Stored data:
***

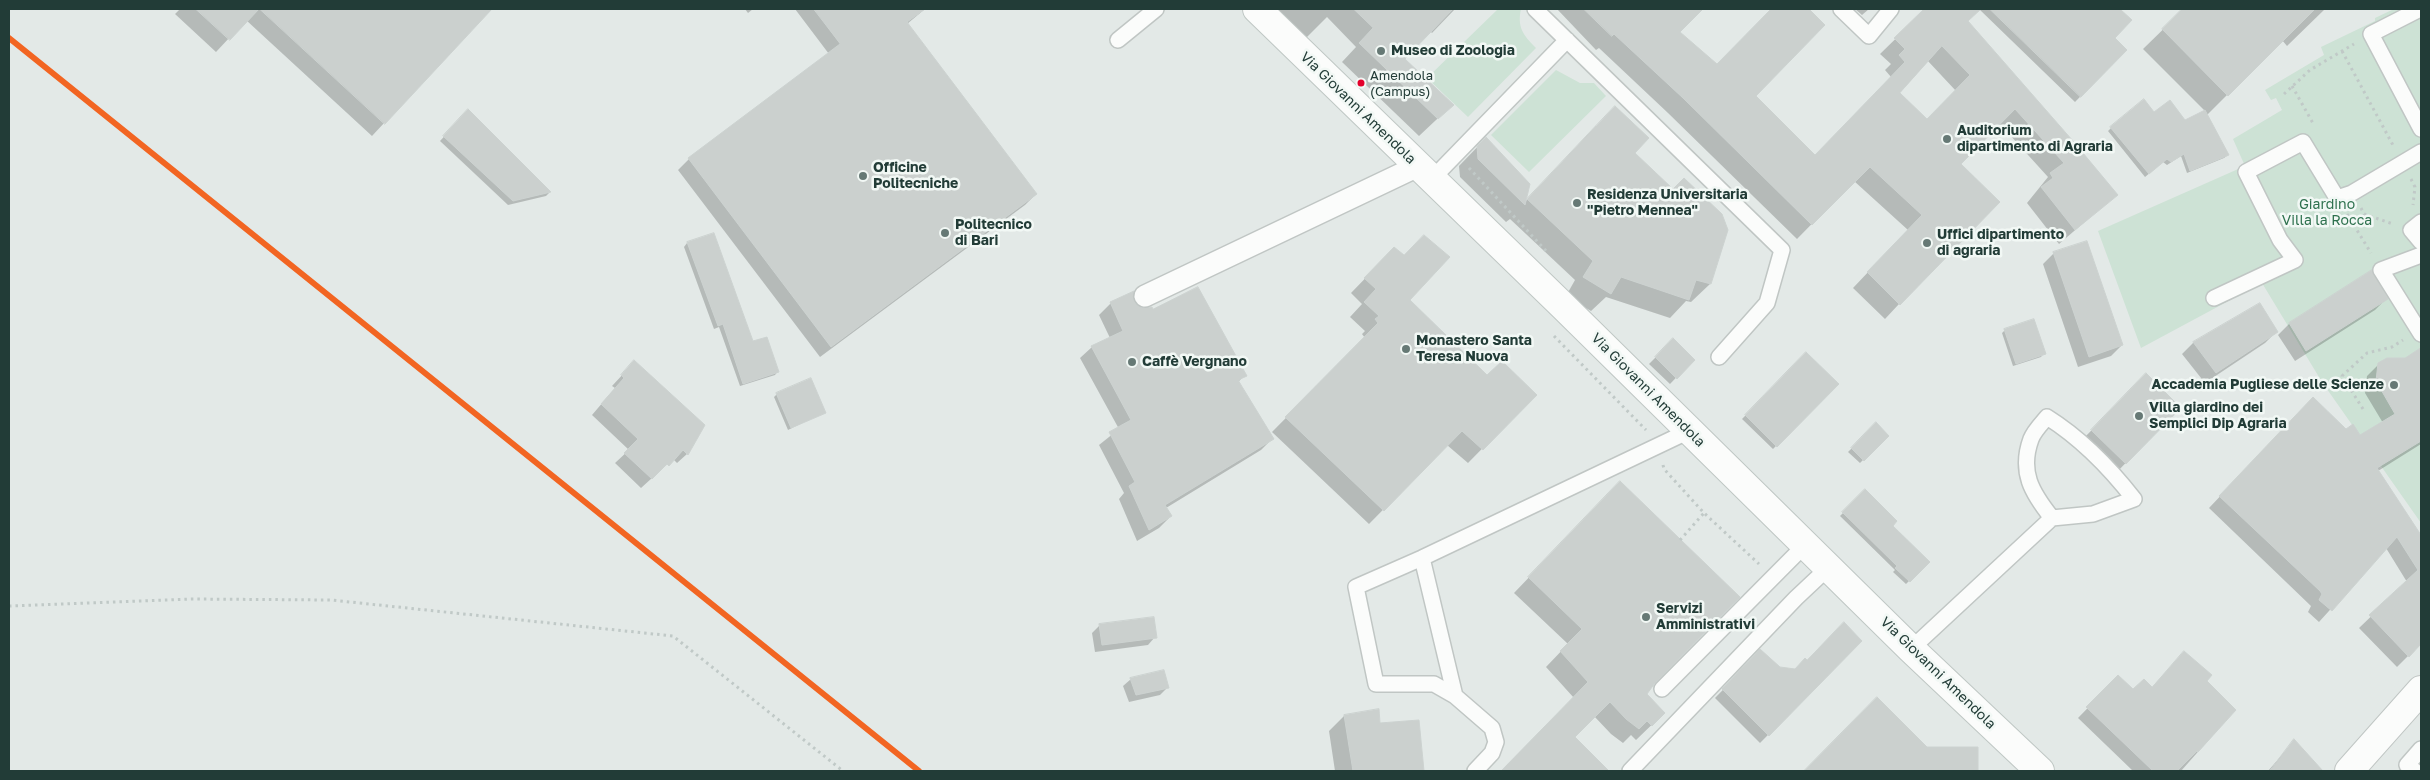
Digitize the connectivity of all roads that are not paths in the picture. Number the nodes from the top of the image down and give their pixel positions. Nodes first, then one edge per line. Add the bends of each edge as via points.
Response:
1 (1156, 9) edge
2 (1257, 9) edge
3 (1535, 9) edge
4 (1841, 9) edge
5 (1892, 9) edge
6 (2420, 9) edge
7 (1118, 40) dead end
8 (1567, 40) junction
9 (2421, 128) edge
10 (2421, 152) edge
11 (1425, 173) junction
12 (2421, 222) edge
13 (2421, 242) edge
14 (2421, 255) edge
15 (1145, 296) dead end
16 (2214, 298) dead end
17 (2420, 333) edge
18 (1719, 357) dead end
19 (1689, 431) junction
20 (2052, 518) junction
21 (1805, 545) junction
22 (1422, 558) junction
23 (1829, 567) junction
24 (1911, 649) junction
25 (1662, 689) dead end
26 (2421, 690) edge
27 (1455, 696) junction
28 (2421, 749) edge
29 (1474, 771) edge
30 (1630, 771) edge
31 (2040, 771) edge
32 (2349, 771) edge
33 (2415, 771) edge

1 - 7 lane
2 - 11 main road, Via Giovanni Amendola
3 - 8 lane
4 - 5 lane via 1869,36
6 - 9 lane via 2371,34
8 - 11 lane
8 - 18 lane via 1782,250 1767,303
10 - 16 lane via 2352,193 2337,198 2303,142 2246,172 2280,240 2295,260
11 - 15 street
11 - 19 main road, Via Giovanni Amendola
12 - 13 lane via 2411,230
14 - 17 lane via 2381,270
19 - 21 main road, Via Giovanni Amendola
19 - 22 lane
20 - 20 lane via 2093,514 2134,499 2114,474 2072,433 2047,417 2031,438 2025,470 2035,497
20 - 24 lane
21 - 23 main road, Via Giovanni Amendola
21 - 25 lane
22 - 27 lane
22 - 27 lane via 1356,587 1376,684 1434,684
23 - 24 main road, Via Giovanni Amendola
23 - 30 lane
24 - 31 main road, Via Giovanni Amendola
26 - 32 main road
27 - 29 lane via 1492,728 1496,742 1492,753
28 - 33 lane via 2407,765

***

Work instruction. All of the records above should be written out exactly, with the pictures left out.

Written solution.
Digitize the connectivity of all roads that are not paths in the picture. Number the nodes from the top of the image down and give their pixel positions. Nodes first, then one edge per line. Add the bends of each edge as via points.
Response:
1 (1156, 9) edge
2 (1257, 9) edge
3 (1535, 9) edge
4 (1841, 9) edge
5 (1892, 9) edge
6 (2420, 9) edge
7 (1118, 40) dead end
8 (1567, 40) junction
9 (2421, 128) edge
10 (2421, 152) edge
11 (1425, 173) junction
12 (2421, 222) edge
13 (2421, 242) edge
14 (2421, 255) edge
15 (1145, 296) dead end
16 (2214, 298) dead end
17 (2420, 333) edge
18 (1719, 357) dead end
19 (1689, 431) junction
20 (2052, 518) junction
21 (1805, 545) junction
22 (1422, 558) junction
23 (1829, 567) junction
24 (1911, 649) junction
25 (1662, 689) dead end
26 (2421, 690) edge
27 (1455, 696) junction
28 (2421, 749) edge
29 (1474, 771) edge
30 (1630, 771) edge
31 (2040, 771) edge
32 (2349, 771) edge
33 (2415, 771) edge

1 - 7 lane
2 - 11 main road, Via Giovanni Amendola
3 - 8 lane
4 - 5 lane via 1869,36
6 - 9 lane via 2371,34
8 - 11 lane
8 - 18 lane via 1782,250 1767,303
10 - 16 lane via 2352,193 2337,198 2303,142 2246,172 2280,240 2295,260
11 - 15 street
11 - 19 main road, Via Giovanni Amendola
12 - 13 lane via 2411,230
14 - 17 lane via 2381,270
19 - 21 main road, Via Giovanni Amendola
19 - 22 lane
20 - 20 lane via 2093,514 2134,499 2114,474 2072,433 2047,417 2031,438 2025,470 2035,497
20 - 24 lane
21 - 23 main road, Via Giovanni Amendola
21 - 25 lane
22 - 27 lane
22 - 27 lane via 1356,587 1376,684 1434,684
23 - 24 main road, Via Giovanni Amendola
23 - 30 lane
24 - 31 main road, Via Giovanni Amendola
26 - 32 main road
27 - 29 lane via 1492,728 1496,742 1492,753
28 - 33 lane via 2407,765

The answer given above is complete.